Top of Records for this exercise
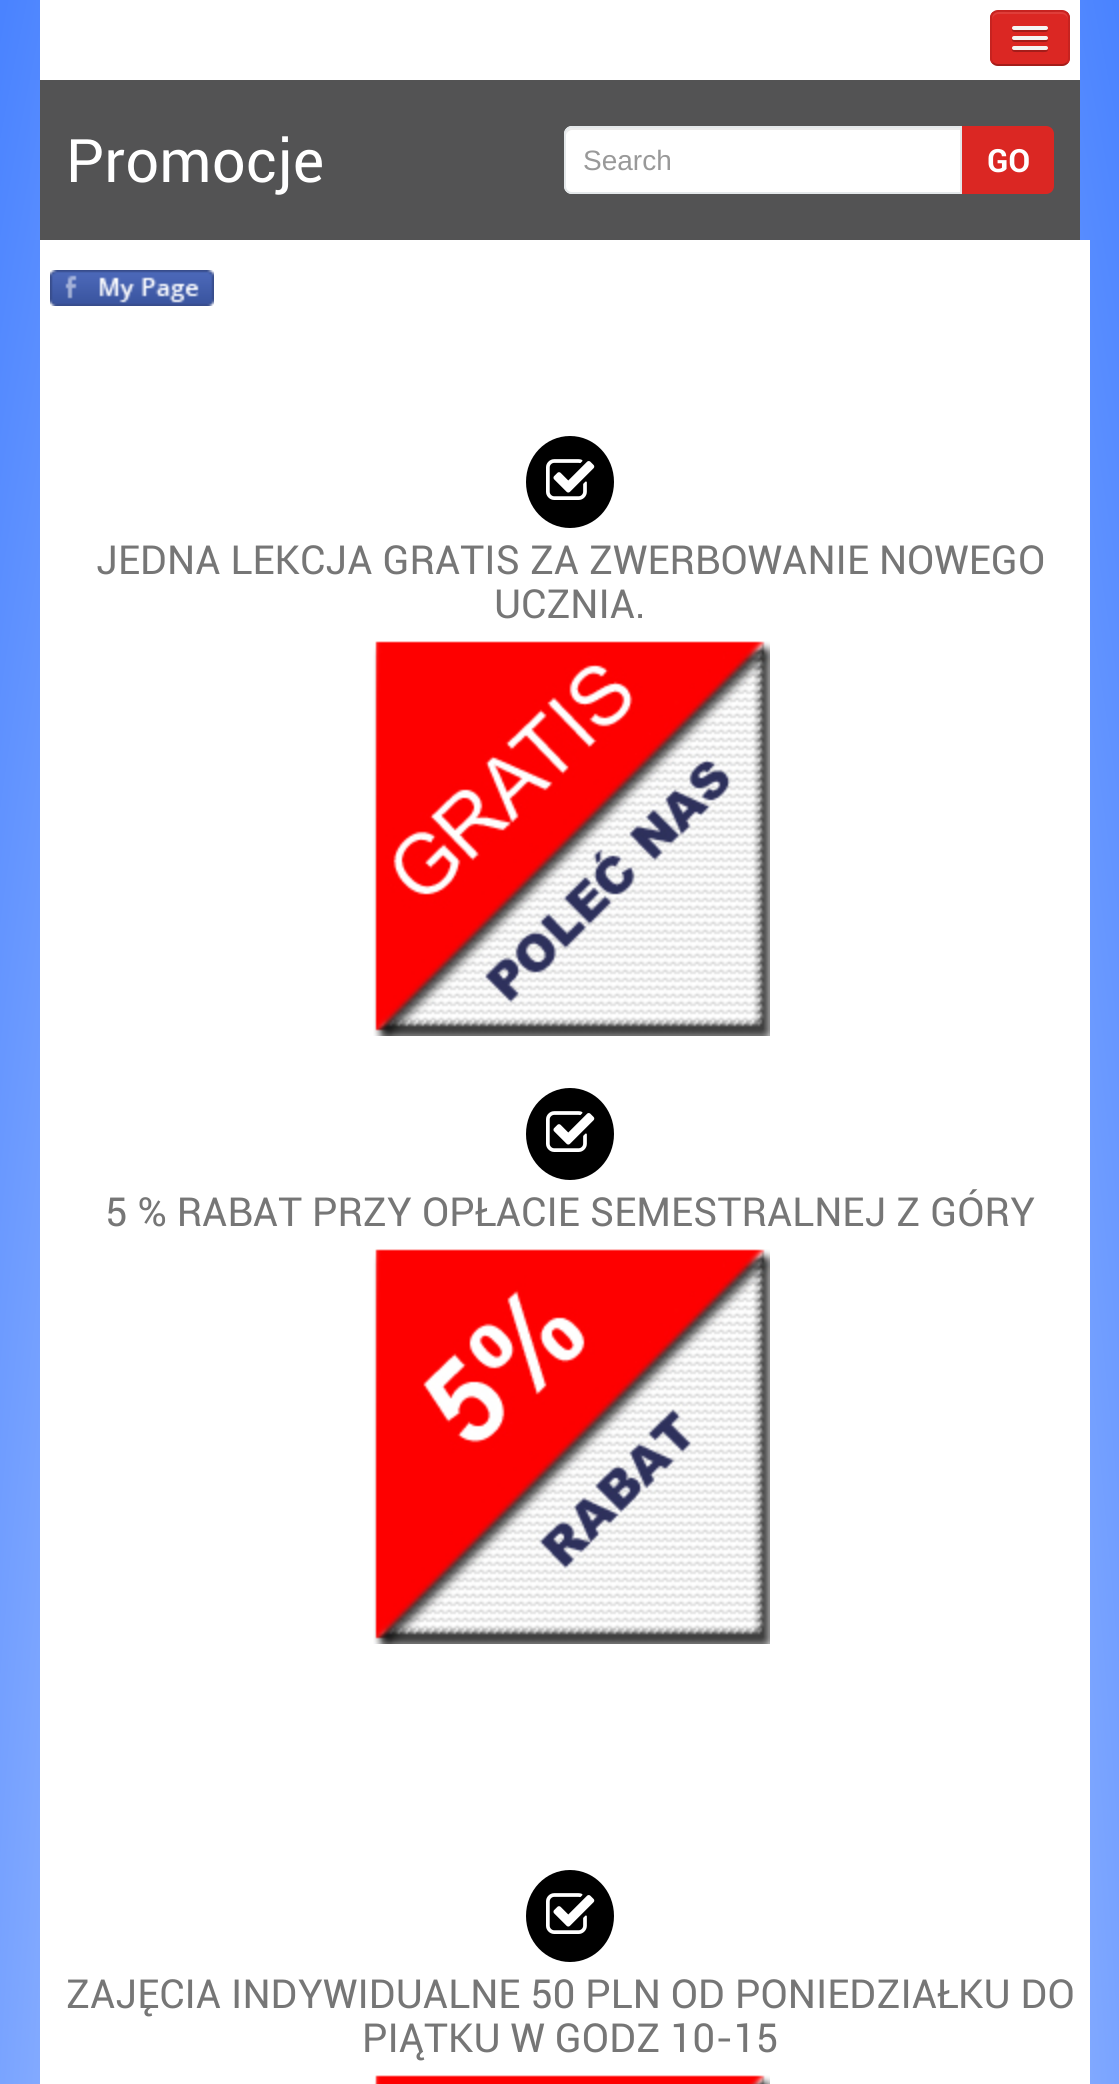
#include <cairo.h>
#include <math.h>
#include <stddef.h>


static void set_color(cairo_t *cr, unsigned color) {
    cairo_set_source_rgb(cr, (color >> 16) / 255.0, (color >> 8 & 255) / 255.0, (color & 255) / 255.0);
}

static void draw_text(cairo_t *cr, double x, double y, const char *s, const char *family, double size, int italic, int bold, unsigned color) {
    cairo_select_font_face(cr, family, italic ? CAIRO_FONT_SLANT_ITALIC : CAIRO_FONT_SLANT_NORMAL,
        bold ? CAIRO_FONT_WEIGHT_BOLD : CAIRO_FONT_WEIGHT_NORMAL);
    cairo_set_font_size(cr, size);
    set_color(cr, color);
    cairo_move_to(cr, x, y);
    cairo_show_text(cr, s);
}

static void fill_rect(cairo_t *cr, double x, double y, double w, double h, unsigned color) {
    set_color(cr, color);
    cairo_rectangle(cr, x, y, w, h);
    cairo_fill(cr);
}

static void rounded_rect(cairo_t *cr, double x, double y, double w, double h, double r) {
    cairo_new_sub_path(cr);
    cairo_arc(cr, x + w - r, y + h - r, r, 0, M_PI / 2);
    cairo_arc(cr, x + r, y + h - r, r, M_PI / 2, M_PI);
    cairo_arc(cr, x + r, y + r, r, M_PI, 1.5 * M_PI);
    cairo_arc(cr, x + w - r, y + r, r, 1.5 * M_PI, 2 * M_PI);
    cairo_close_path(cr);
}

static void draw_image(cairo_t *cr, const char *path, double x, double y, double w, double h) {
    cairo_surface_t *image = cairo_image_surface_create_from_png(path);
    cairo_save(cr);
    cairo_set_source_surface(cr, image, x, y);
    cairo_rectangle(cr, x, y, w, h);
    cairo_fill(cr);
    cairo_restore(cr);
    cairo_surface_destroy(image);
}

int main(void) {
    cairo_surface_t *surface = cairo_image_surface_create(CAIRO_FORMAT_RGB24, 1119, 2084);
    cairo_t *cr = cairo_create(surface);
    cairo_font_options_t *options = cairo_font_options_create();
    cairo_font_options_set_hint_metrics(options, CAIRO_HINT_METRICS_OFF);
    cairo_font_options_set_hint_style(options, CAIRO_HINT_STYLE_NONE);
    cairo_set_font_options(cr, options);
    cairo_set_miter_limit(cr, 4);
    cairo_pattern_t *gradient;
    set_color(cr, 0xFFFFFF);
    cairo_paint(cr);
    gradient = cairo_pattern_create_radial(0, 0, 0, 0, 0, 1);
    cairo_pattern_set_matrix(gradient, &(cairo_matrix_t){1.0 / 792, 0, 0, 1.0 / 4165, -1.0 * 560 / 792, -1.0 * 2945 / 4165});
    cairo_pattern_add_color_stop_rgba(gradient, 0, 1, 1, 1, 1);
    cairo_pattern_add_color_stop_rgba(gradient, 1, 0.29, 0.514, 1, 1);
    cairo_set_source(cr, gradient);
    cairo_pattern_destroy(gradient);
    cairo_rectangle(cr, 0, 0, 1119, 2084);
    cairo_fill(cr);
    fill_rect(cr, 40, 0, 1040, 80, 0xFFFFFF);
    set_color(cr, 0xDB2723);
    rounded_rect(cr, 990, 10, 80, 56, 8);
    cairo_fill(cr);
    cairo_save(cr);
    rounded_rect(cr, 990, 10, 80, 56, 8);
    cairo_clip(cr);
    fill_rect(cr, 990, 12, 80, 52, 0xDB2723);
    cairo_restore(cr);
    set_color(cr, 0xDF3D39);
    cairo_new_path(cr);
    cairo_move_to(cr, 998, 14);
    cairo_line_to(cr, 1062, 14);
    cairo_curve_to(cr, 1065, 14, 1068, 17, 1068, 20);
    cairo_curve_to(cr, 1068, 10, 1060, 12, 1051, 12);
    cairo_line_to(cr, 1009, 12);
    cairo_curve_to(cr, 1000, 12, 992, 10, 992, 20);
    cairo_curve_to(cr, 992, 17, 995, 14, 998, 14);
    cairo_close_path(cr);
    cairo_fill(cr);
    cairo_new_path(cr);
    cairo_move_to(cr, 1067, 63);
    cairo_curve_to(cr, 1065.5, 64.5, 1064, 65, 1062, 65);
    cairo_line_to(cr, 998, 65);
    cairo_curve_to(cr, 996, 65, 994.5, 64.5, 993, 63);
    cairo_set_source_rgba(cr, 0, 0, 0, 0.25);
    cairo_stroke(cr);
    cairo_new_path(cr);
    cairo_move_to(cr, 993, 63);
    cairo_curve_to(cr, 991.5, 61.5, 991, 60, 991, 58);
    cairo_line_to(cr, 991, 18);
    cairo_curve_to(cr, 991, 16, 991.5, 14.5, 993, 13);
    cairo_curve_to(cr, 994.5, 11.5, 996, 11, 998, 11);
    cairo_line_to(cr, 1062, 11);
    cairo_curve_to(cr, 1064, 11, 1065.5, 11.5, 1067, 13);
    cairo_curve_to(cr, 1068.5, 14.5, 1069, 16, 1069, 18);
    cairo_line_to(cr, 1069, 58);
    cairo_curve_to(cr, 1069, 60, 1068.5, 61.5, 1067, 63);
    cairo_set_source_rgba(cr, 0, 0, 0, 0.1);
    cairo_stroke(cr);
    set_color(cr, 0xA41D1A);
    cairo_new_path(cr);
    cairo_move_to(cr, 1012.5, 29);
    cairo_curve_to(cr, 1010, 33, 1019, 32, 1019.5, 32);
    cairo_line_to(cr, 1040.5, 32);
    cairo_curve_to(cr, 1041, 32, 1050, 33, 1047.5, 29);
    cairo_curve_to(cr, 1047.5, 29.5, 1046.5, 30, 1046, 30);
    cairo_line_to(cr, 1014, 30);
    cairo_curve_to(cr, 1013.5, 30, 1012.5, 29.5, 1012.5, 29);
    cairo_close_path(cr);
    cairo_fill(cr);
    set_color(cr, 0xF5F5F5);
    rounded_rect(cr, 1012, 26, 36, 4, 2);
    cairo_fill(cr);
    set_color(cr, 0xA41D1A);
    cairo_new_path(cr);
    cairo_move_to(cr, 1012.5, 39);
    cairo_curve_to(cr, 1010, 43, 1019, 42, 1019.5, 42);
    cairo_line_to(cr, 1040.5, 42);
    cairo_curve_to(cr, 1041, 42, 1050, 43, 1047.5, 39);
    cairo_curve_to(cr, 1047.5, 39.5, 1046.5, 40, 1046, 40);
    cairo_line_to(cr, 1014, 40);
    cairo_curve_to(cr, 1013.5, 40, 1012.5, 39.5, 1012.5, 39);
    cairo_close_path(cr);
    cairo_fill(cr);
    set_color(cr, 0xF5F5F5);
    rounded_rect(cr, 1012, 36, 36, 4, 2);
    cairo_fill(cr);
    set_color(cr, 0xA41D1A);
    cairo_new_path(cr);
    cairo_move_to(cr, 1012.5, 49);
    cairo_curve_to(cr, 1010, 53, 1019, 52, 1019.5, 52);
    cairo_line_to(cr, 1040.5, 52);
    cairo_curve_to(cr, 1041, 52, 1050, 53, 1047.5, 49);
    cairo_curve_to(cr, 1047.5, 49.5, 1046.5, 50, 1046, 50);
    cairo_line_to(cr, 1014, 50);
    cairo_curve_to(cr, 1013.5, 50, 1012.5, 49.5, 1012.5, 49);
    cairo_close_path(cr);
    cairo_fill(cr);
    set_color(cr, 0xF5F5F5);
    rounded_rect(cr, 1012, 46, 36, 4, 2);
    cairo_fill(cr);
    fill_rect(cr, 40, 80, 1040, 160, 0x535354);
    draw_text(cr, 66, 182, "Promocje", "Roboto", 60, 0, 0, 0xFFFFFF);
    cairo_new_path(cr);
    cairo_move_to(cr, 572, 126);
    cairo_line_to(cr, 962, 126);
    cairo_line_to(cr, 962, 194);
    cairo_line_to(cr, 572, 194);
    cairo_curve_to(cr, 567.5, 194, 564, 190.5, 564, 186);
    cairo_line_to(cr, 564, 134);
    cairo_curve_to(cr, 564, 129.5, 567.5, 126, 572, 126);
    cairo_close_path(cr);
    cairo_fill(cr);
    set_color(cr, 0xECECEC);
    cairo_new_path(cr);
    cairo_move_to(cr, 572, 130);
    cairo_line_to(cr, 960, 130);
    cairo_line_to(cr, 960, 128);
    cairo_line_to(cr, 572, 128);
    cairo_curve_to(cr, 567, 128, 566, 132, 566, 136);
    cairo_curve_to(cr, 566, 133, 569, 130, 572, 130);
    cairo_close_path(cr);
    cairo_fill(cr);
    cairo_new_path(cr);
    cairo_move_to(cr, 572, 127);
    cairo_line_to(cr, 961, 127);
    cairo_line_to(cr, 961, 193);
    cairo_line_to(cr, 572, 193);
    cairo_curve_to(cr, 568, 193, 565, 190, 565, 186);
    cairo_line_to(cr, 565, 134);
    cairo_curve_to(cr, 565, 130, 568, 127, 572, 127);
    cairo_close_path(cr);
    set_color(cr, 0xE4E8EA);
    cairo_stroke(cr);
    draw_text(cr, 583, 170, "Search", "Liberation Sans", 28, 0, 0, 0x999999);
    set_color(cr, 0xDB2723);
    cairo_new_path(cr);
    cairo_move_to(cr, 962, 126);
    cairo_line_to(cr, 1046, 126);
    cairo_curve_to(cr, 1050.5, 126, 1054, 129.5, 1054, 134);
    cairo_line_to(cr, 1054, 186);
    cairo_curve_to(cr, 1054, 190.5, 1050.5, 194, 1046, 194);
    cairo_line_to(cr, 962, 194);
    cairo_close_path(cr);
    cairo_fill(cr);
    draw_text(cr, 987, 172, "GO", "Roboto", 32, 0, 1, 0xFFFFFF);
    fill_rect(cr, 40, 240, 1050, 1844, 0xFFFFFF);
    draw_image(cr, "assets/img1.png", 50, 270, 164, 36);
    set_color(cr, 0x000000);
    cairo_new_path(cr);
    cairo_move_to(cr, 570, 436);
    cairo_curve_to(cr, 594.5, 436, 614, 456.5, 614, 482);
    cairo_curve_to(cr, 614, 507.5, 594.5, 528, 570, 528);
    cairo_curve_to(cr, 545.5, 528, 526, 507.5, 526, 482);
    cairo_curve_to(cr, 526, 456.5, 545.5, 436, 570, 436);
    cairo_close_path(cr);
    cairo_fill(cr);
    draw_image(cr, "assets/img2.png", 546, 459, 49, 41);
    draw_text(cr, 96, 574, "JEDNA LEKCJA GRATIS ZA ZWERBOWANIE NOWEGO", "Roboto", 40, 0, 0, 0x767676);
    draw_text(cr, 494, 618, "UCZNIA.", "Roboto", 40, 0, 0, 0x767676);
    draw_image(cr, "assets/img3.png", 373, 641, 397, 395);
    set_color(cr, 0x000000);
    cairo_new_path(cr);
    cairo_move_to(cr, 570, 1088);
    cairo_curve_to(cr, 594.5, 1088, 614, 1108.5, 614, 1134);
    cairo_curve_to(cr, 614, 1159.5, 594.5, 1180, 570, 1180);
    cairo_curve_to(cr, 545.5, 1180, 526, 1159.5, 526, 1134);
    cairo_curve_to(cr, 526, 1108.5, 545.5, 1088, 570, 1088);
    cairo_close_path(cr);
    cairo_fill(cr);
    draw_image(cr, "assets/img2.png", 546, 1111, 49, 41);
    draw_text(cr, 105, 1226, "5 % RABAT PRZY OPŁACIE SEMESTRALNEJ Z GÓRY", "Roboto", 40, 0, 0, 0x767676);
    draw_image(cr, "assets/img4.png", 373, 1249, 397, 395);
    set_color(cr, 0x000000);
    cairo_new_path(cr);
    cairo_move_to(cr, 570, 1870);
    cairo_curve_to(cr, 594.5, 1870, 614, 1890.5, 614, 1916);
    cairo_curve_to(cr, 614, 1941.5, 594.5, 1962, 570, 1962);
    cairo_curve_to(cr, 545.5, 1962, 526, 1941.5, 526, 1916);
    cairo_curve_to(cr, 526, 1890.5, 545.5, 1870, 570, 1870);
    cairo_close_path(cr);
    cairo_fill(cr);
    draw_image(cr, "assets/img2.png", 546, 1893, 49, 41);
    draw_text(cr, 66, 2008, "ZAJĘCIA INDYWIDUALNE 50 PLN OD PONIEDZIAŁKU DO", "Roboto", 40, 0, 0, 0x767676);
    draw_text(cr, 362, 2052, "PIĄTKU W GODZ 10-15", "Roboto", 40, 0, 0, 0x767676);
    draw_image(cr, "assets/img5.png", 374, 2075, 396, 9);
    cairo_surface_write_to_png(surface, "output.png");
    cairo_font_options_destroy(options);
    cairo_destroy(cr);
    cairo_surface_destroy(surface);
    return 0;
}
Bottom of Records for this exercise
§ Aim of the exercise: If a line in the entries contains the word "size", copy that line out.

§ Task solution:
static void draw_text(cairo_t *cr, double x, double y, const char *s, const char *family, double size, int italic, int bold, unsigned color) {
    cairo_set_font_size(cr, size);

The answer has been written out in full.